Embroidery remains one of the most decorative arts whether done by hand or machine. Embroidery enthusiasts all over the world are continuously coming up with new inspirations to add taste and flavor to their designs. If you are still an amateur in embroidery, you may be mistaken to think that floral embroidery is one of the hardest forms of embroidery compared to the rest. However, the trick of the process is to start with interest in whatever you are doing and pushing forward to achieving exactly what you are visualizing.
As you learn how to embroider flowers, one of the first things you should learn is the stiches. This is because stitching forms the bedrock of floral embroidery. This article describes the various stitches you can start learning for your small floral projects as well as the process to follow as you learn step by step how to go about the switching.
Detached Chain Stitch
If you want to learn how to embroider flowers, this stitch which is also known as the lazy daisy stitch is an absolute necessity. The detached chain forms petal shapes which when put together with their points touching at the center can form a simple flower. Depending on the number of petals you want to form, you can use 3, 5 or more detached chains. Into the pattern, you can add French knots at the center. The beauty with detached chain stitches is that they do not need a pattern traced on the fabric because they are simple to do.
These knots are used to stitch the center of flowers, but can also be used in a number of ways to create flowers by themselves. On your journey on how to embroider flowers, you will learn the different combination of French knots and the impact they will make on the final floral design. For instance, a single French knot will design the smallest flower while putting a ring of 4, 5 or more flowers can help you design forget-me-knots and other small flowers. If you place French knots randomly along a branch or stem, you can have blossoms.
This type of embroidery stitch is used for the greenery when embroidering flowers. It can make an exceptional calyx when stitching detached chain rose buds. Arranging a number of long-tailed fly stitches in a circular format can give you a pretty flower and if you space the stitches apart, you can come with a dandelion clock depending on the floss color you use for your embroidery. In your bid to learn how to embroider flowers, you may try out varying the sizes of the fly stitches and enclosing each stitch in a bigger stitch to create leaves at the plant base.

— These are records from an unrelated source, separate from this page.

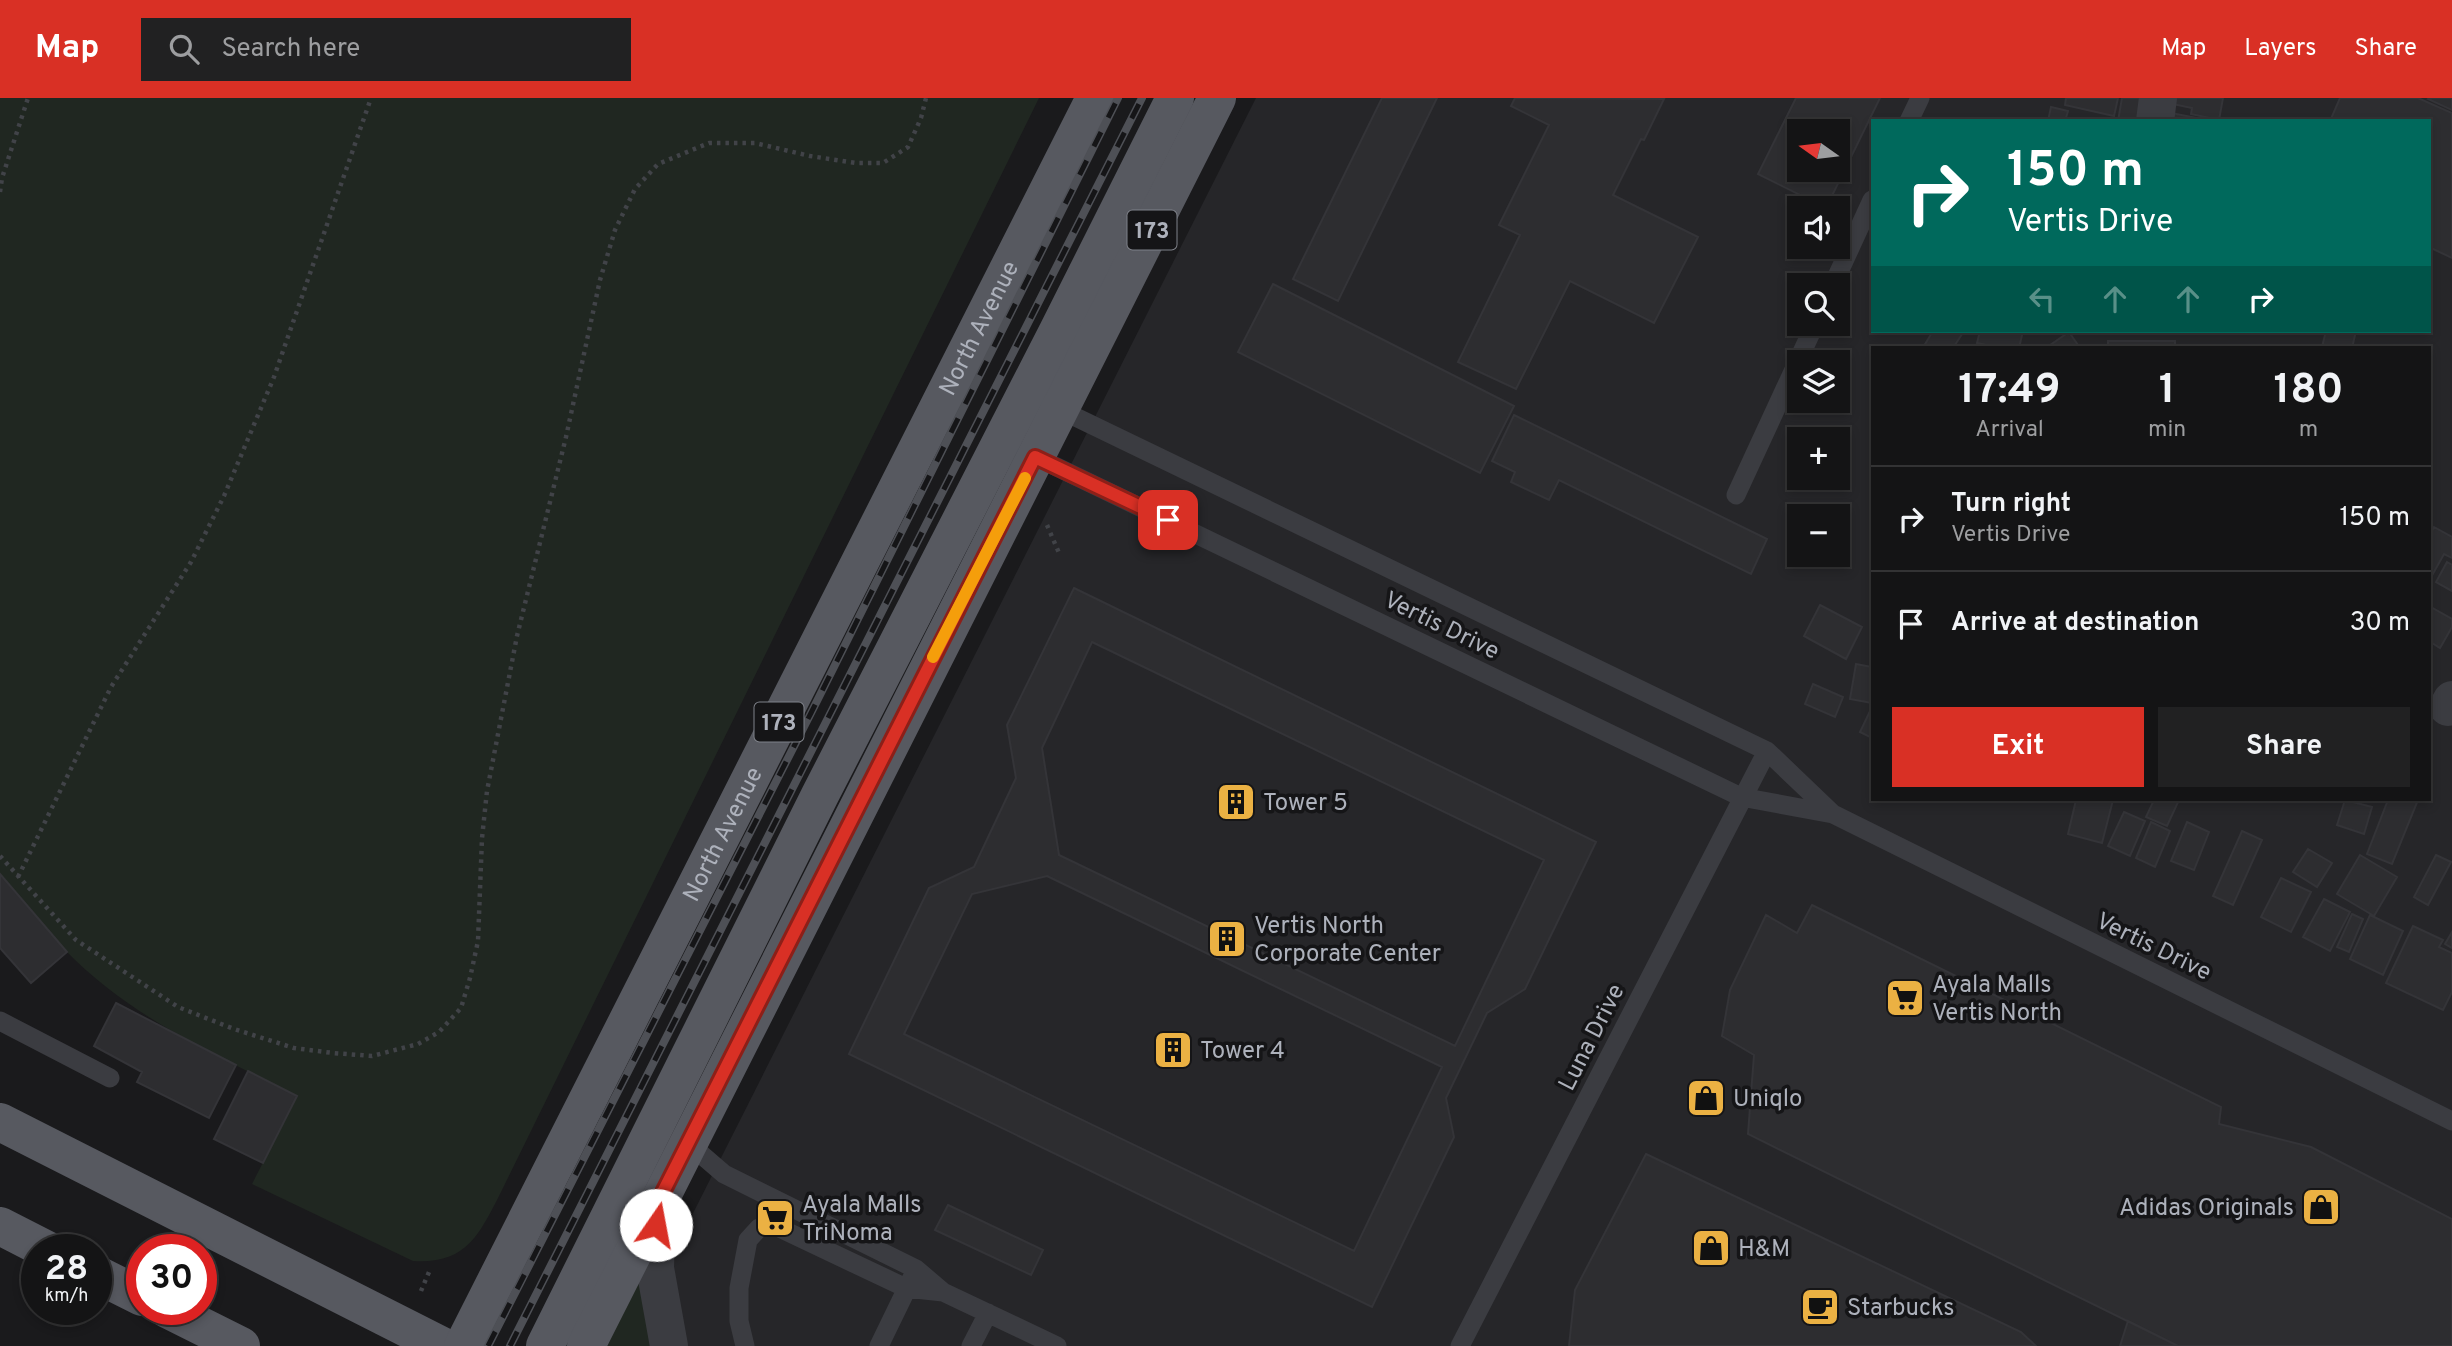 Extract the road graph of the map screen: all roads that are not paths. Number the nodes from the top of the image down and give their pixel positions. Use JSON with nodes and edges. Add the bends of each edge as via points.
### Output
{"nodes":[{"id":1,"x":1096,"y":98,"type":"edge"},
{"id":2,"x":1175,"y":98,"type":"edge"},
{"id":3,"x":1217,"y":98,"type":"edge"},
{"id":4,"x":1920,"y":98,"type":"edge"},
{"id":5,"x":2158,"y":98,"type":"edge"},
{"id":6,"x":1910,"y":119,"type":"edge"},
{"id":7,"x":2155,"y":119,"type":"edge"},
{"id":8,"x":1871,"y":202,"type":"edge"},
{"id":9,"x":1839,"y":273,"type":"edge"},
{"id":10,"x":1058,"y":331,"type":"junction"},
{"id":11,"x":1809,"y":336,"type":"edge"},
{"id":12,"x":1061,"y":410,"type":"junction"},
{"id":13,"x":1035,"y":457,"type":"junction"},
{"id":14,"x":984,"y":475,"type":"junction"},
{"id":15,"x":1736,"y":495,"type":"dead end"},
{"id":16,"x":1766,"y":751,"type":"junction"},
{"id":17,"x":820,"y":795,"type":"junction"},
{"id":18,"x":1741,"y":797,"type":"junction"},
{"id":19,"x":855,"y":811,"type":"junction"},
{"id":20,"x":1833,"y":814,"type":"junction"},
{"id":21,"x":756,"y":964,"type":"junction"},
{"id":22,"x":0,"y":1021,"type":"edge"},
{"id":23,"x":110,"y":1078,"type":"dead end"},
{"id":24,"x":2452,"y":1121,"type":"edge"},
{"id":25,"x":0,"y":1122,"type":"edge"},
{"id":26,"x":688,"y":1143,"type":"junction"},
{"id":27,"x":657,"y":1204,"type":"junction"},
{"id":28,"x":0,"y":1226,"type":"edge"},
{"id":29,"x":21,"y":1237,"type":"edge"},
{"id":30,"x":916,"y":1269,"type":"junction"},
{"id":31,"x":906,"y":1288,"type":"junction"},
{"id":32,"x":943,"y":1292,"type":"junction"},
{"id":33,"x":988,"y":1312,"type":"junction"},
{"id":34,"x":199,"y":1325,"type":"edge"},
{"id":35,"x":1054,"y":1345,"type":"edge"},
{"id":36,"x":241,"y":1346,"type":"edge"},
{"id":37,"x":442,"y":1346,"type":"edge"},
{"id":38,"x":463,"y":1346,"type":"edge"},
{"id":39,"x":545,"y":1346,"type":"edge"},
{"id":40,"x":586,"y":1346,"type":"edge"},
{"id":41,"x":669,"y":1346,"type":"edge"},
{"id":42,"x":746,"y":1346,"type":"edge"},
{"id":43,"x":879,"y":1346,"type":"edge"},
{"id":44,"x":971,"y":1346,"type":"edge"},
{"id":45,"x":1460,"y":1346,"type":"edge"}],
"edges":[{"from":1,"to":38,"type":"main road","name":"North Avenue","number":"173"},
{"from":2,"to":10,"type":"main road","number":"173"},
{"from":3,"to":12,"type":"main road","number":"173"},
{"from":4,"to":6,"type":"lane"},
{"from":5,"to":7,"type":"street"},
{"from":8,"to":9,"type":"lane"},
{"from":10,"to":12,"type":"main road"},
{"from":10,"to":14,"type":"main road","number":"173"},
{"from":11,"to":15,"type":"lane"},
{"from":12,"to":13,"type":"main road","number":"173"},
{"from":12,"to":16,"type":"lane","name":"Vertis Drive"},
{"from":13,"to":14,"type":"main road"},
{"from":13,"to":18,"type":"lane","name":"Vertis Drive"},
{"from":13,"to":19,"type":"main road","number":"173"},
{"from":14,"to":17,"type":"main road","number":"173"},
{"from":16,"to":18,"type":"lane","name":"Luna Drive"},
{"from":16,"to":20,"type":"lane","name":"Vertis Drive"},
{"from":17,"to":19,"type":"street"},
{"from":17,"to":21,"type":"main road","number":"173"},
{"from":18,"to":20,"type":"lane","name":"Vertis Drive"},
{"from":18,"to":45,"type":"lane","name":"Luna Drive"},
{"from":19,"to":21,"type":"main road","number":"173"},
{"from":20,"to":24,"type":"lane","name":"Vertis Drive"},
{"from":21,"to":26,"type":"main road","number":"173"},
{"from":21,"to":39,"type":"main road","number":"173"},
{"from":22,"to":23,"type":"lane"},
{"from":25,"to":37,"type":"main road"},
{"from":26,"to":27,"type":"main road","number":"173"},
{"from":26,"to":30,"type":"lane","via":[[724,1174]]},
{"from":27,"to":40,"type":"main road","number":"173"},
{"from":27,"to":41,"type":"street","via":[[655,1268]]},
{"from":28,"to":29,"type":"main road"},
{"from":30,"to":31,"type":"lane"},
{"from":30,"to":32,"type":"lane"},
{"from":31,"to":32,"type":"lane"},
{"from":31,"to":42,"type":"lane","via":[[771,1224],[759,1228],[748,1240],[739,1288],[739,1321]]},
{"from":31,"to":43,"type":"lane"},
{"from":32,"to":33,"type":"lane"},
{"from":33,"to":35,"type":"lane"},
{"from":33,"to":44,"type":"lane"},
{"from":34,"to":36,"type":"main road"}]}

If you stitch one fly stitch on top of the other along the length of the branch and add some French knots, you can create a spiky branch dotted with berries.
The Actual Embroidery Process
Having learnt the stitches you will use in embroidery, it is now the turn to grab some fabrics, threads and needles to create a mini-floral embroidery. In case you are worried about finding a pattern, one thing you should know is that when you are learning how to embroider flowers, you should just start somewhere and scatter the flowers however you like. You can then fill in the gaps with tiny flowers and come up with your own little garden on the fabric. Most of all, floral embroidery is about the fun and your unique artistic expression.
The size of your project doesn’t need to be large but you can give yourself sufficient room to practice the stitches. You may not come with a masterpiece at the beginning, but the fun while learning is worth it.
Your supplies for the process include the embroidery thread, a washable marking pen, embroidery needle, embroidery hoop and a plain white top.
Step 1 – Sketch a design that works well with the silhouette of your fabric. You can adjust the sketch size to fit the size of the area to be embroidered. The design is totally dependent on how you want your final work to look like.
Step 2 – You can use a light box or a carbon paper to trace the design you have sketched onto your garment. Another option is to secure your fabric on a window especially on a bright day and trace your design there. The best way to trace is to put the design which should be on paper by now inside your fabric and line up the design precisely at the area where you want the embroidery to be. Using a washable marking pen, carefully trace the design onto the front of the fabric.
Step 3 – Before beginning the stitching process, ensure your embroidery hoop is attached. The inner ring should be placed under the front side of the fabric where you want to start your stitching. Then loosen the tension on the outer ring then place it on top of the inner ring in order to stretch your fabric. Ensure the adjustment screw is tightened and this should get you started.
Step 4 – Thread the large-eyed embroidery needle with the thread of your choice. You can also separate some of the embroidery floss strands to help you make your embroidery thinner and a little bit more delicate. However, when learning how to embroider flowers, most people opt for the chunkier look meaning they don’t need to separate the thread. As you work your way through your embroidery design, you can swap out your colors at different stages. Every time you are done with stitching a flower or a section of color, create a knot on the underside of your fabric before proceeding. This is important to ensure your embroidered flower does not unravel when washing the fabric.
Step 5 – This is the final step in the floral embroidery process. After you are finished with stitching your design, rinse the fabric in cold water to drain out the ink from the marker pen. Then put your fabric in the dryer or alternatively hang it overnight to dry.